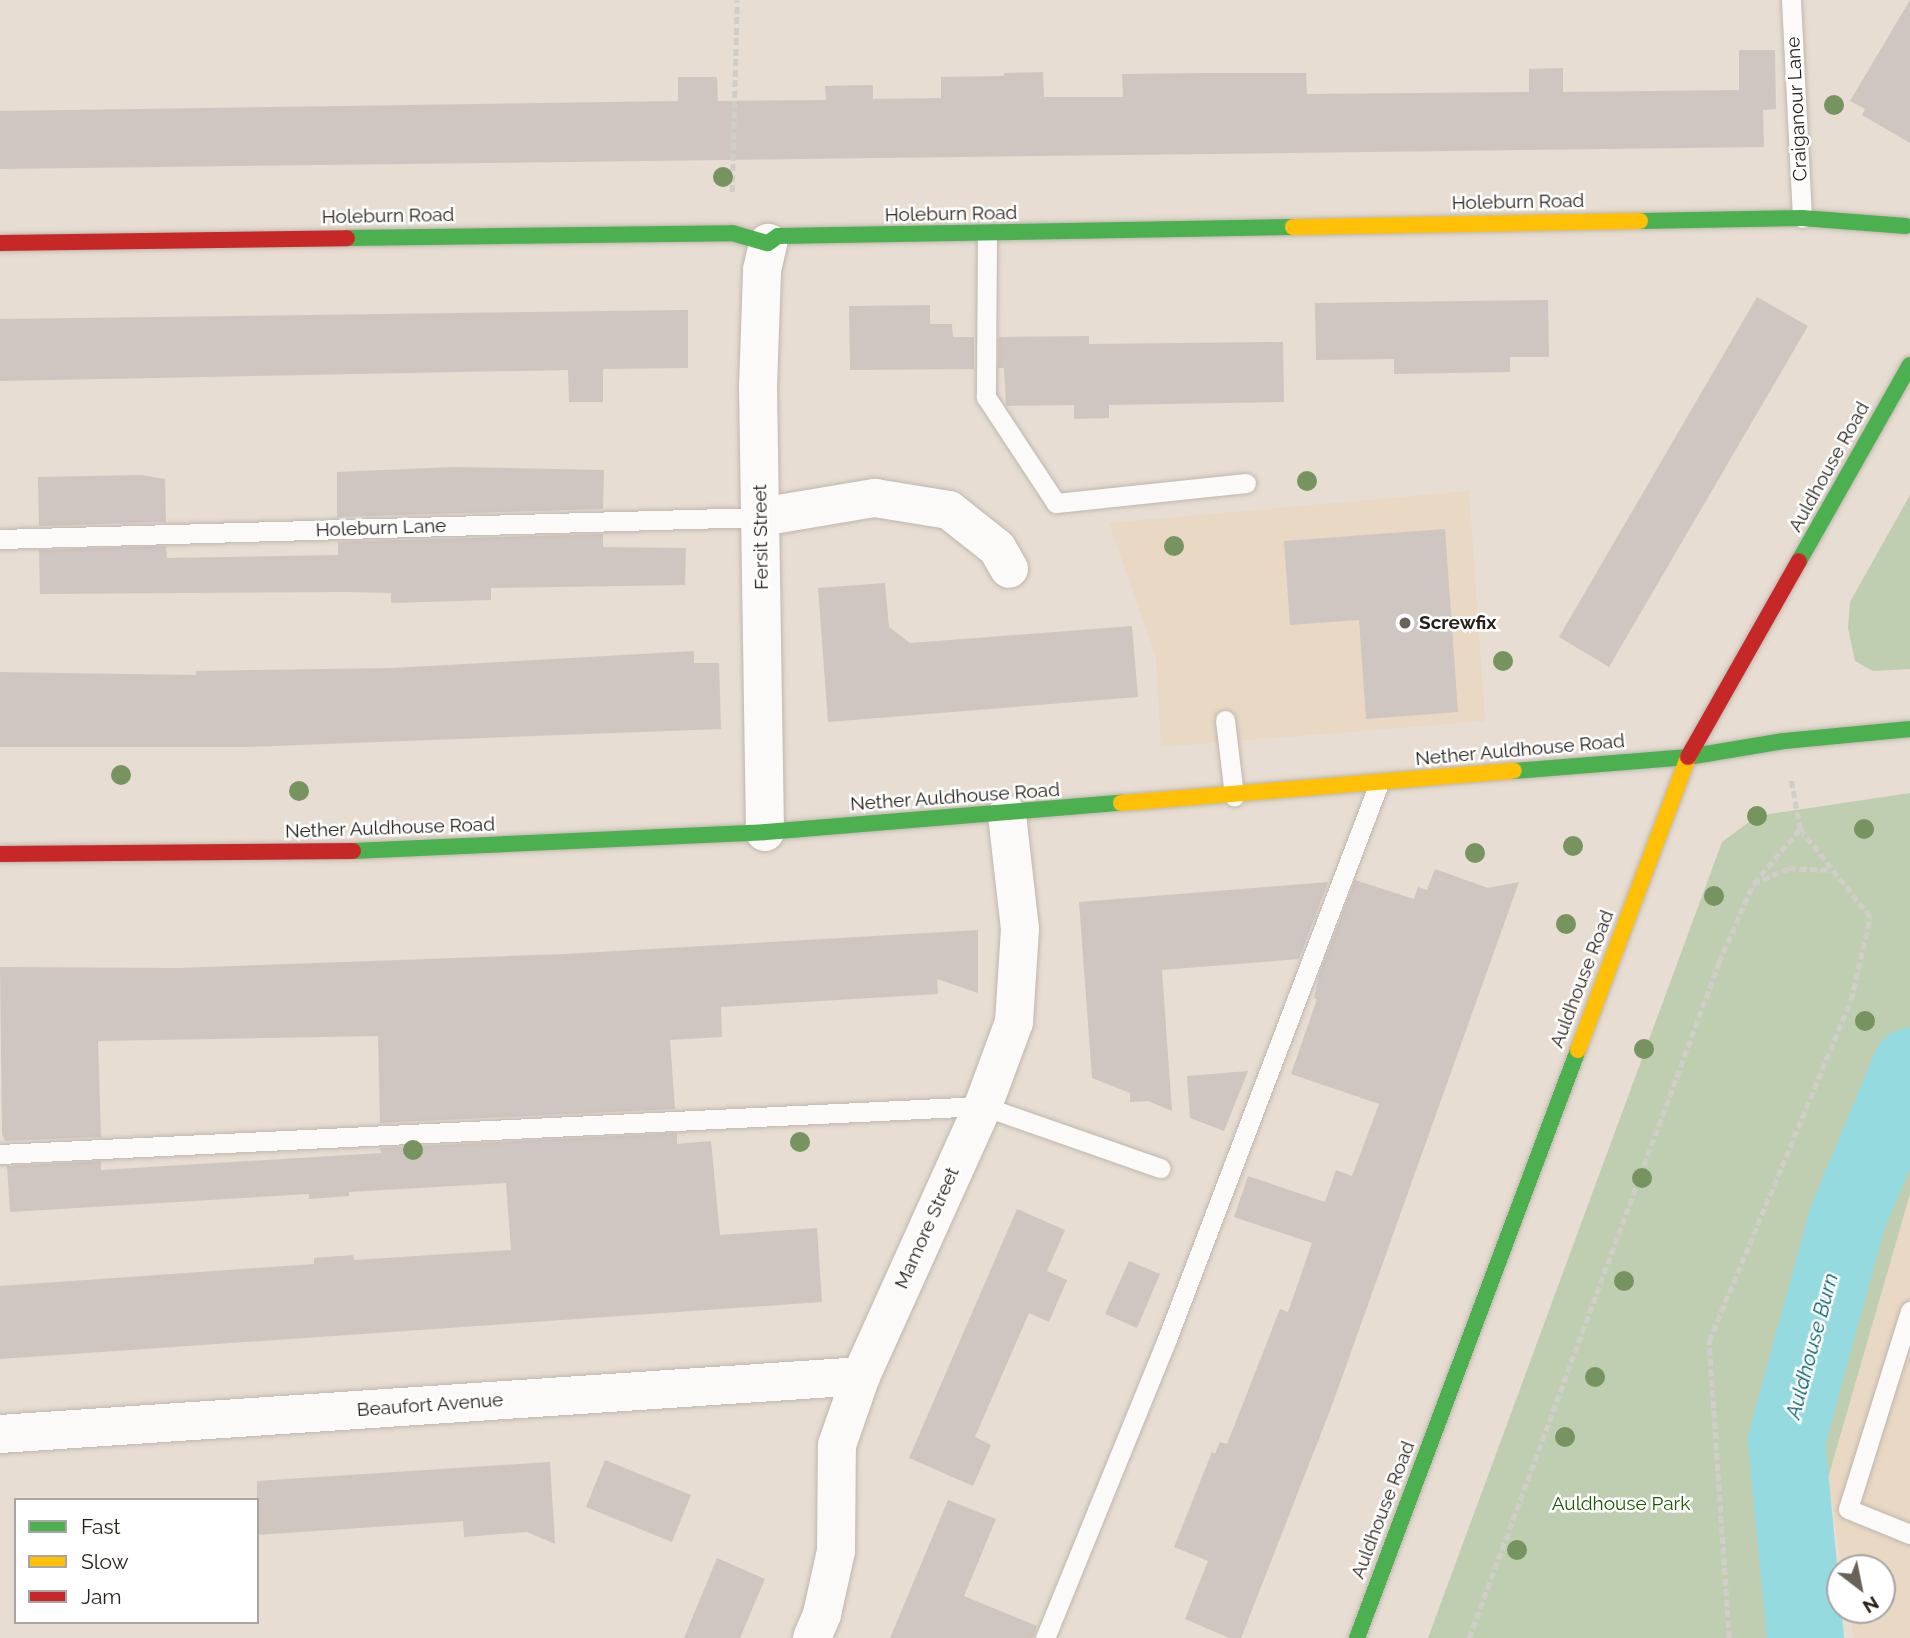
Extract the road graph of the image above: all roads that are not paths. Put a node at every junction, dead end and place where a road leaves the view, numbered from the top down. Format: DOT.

═══

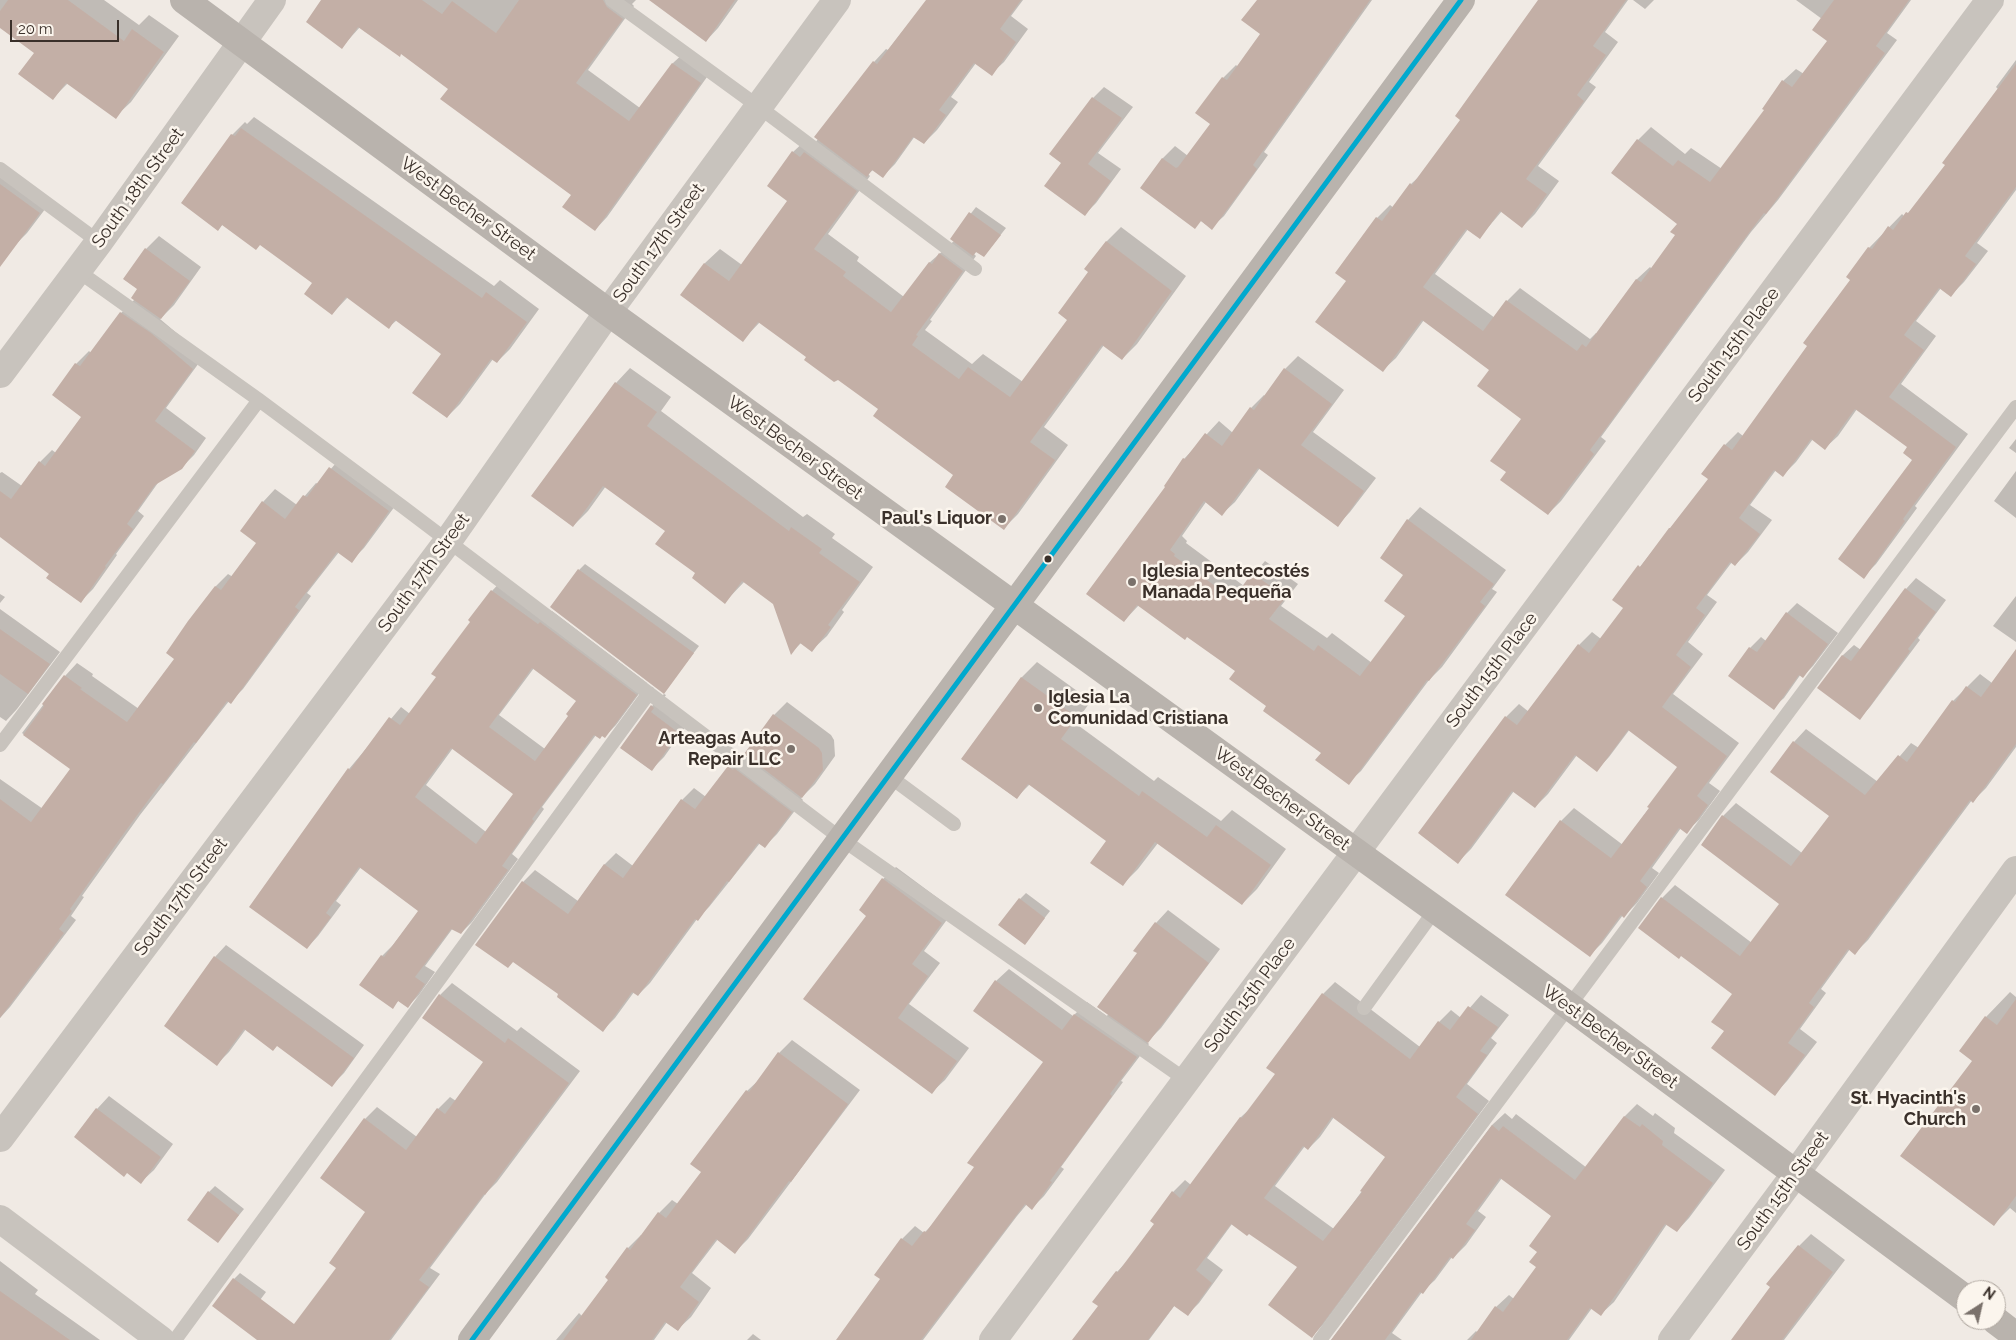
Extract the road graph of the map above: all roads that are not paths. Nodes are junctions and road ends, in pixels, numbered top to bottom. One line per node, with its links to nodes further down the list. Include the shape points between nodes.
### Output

═══

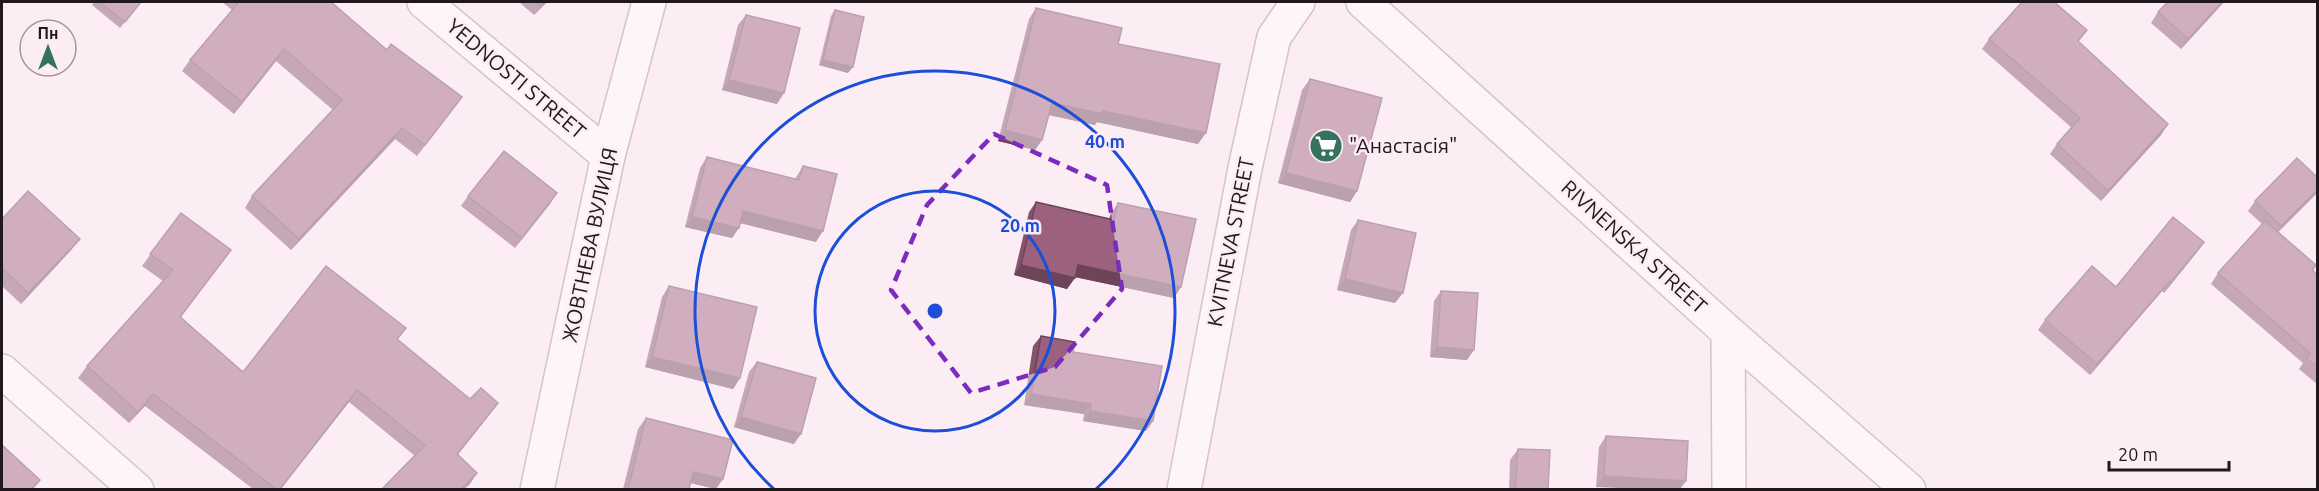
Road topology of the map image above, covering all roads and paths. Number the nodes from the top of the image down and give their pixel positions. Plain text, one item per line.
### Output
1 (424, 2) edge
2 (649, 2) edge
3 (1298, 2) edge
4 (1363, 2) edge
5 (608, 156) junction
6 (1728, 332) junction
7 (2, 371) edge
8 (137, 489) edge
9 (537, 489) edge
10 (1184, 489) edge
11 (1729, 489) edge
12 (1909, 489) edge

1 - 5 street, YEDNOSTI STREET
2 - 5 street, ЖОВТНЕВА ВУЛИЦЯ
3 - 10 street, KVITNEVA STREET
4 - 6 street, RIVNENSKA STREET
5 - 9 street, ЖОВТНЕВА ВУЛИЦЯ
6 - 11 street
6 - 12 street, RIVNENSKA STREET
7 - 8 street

═══

WORK REQUIRED: A single number is the whole answer: how many lines of the records contain the word "image".

ANSWER SPACE: 2